Alright, I hopped off of my soap box for now. Everyone is safely tucked in their beds for nap time. So for a couple hours I can rest assure that my children are safe and sound. That is of course unless I forgot to take the mini book out of her crib that she could get a taste for?!

Tiny Talk Tuesday

The little ones are talkin, here's some of the things they had to say this past week:

In the car-
Kyra: Mommy, we have two barns left right?
Mom: Right (two of them fell down last year).
Kyra: We have a green one and a blue one, right?
Mom: Well, we have a green and and a gray one.
Kyra: I know why the green one hasn't fallen down yet.
Mom: Why?
Kyra: Because it has lots of glue on it. Lots of glue!
(If that were the only thing holding it together, I somehow don't think it would still be standing!)

In the car-
Kyra: Mooom, look at that lady. She is just beautiful.
Mom: She is very pretty.
Kyra: You're beautiful too, mom.
(awww....gotta love comments like those!)

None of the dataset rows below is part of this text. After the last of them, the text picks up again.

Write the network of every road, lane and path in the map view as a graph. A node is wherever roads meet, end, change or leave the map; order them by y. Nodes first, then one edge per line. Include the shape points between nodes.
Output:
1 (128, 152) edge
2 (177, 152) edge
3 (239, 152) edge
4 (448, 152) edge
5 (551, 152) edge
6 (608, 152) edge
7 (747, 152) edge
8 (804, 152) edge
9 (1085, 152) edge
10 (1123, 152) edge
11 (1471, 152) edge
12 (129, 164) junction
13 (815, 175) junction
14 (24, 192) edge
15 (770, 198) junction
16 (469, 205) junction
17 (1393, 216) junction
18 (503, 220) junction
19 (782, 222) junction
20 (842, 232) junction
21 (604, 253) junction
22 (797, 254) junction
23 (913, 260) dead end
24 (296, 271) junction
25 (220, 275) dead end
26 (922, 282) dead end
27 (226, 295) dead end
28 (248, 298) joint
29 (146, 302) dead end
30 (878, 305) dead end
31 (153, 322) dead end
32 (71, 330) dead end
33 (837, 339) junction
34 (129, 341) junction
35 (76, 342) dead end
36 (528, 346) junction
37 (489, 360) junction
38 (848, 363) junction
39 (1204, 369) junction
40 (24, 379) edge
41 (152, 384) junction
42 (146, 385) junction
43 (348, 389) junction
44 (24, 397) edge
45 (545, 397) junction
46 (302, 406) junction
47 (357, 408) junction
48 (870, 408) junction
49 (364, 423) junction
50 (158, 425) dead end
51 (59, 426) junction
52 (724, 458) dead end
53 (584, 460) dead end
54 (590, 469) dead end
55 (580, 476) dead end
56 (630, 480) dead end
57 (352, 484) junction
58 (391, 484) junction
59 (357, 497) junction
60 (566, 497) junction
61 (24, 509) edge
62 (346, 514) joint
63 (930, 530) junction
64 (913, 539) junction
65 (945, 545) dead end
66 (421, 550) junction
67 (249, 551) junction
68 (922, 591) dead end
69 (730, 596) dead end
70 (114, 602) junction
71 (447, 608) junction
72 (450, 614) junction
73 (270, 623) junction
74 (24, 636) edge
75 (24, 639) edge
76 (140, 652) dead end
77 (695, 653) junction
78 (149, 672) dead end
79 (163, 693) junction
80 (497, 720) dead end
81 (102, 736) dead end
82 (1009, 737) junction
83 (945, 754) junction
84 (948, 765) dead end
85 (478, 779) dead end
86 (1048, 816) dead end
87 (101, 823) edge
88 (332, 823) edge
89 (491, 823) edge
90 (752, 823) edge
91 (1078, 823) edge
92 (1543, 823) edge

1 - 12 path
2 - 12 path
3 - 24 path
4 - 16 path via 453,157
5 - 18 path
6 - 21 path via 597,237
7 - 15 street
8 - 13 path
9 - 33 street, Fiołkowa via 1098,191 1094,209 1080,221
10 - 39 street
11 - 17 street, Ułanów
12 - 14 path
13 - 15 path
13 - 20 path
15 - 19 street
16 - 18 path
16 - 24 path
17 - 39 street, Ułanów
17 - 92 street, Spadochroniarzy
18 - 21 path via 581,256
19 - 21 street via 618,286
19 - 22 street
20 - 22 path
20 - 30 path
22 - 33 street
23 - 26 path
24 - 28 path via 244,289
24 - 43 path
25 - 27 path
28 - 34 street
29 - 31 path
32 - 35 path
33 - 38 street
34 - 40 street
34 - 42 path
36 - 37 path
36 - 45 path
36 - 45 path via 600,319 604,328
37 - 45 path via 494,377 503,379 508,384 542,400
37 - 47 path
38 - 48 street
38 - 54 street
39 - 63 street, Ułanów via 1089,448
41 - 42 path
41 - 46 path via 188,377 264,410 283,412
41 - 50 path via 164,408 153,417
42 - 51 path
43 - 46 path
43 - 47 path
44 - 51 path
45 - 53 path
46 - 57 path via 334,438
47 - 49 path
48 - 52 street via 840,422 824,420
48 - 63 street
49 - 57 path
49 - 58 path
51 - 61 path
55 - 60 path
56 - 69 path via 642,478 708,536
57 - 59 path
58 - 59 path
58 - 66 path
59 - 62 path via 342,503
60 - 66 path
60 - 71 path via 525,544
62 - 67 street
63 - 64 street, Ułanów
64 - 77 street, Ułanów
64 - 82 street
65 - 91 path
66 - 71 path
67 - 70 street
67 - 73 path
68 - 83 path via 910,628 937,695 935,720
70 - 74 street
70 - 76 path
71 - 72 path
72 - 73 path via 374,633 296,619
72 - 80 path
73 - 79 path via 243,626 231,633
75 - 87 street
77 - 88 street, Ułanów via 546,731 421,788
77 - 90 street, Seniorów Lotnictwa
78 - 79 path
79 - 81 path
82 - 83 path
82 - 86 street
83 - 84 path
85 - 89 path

During a visit from a friend-
(a friend of Kyra's was coming over to play, but after a recent accident with a neighbor dog, was fearful to come into our house with our two dogs).
Friend: I don't want to go in there, it's too scary (with a bit of a panic in her voice).
Kyra: (with one hand on the small of her friend's back) It's alright, we'll go upstairs where the dogs aren't playing. It's not scary up there.
(It was just heart warming to see the empathy she showed at her tender age. My daughter truly has a big heart.)

While playing dress up-
(running in the living room in a dress up skirt, and then out again as fast as she came in) I cute! I cute!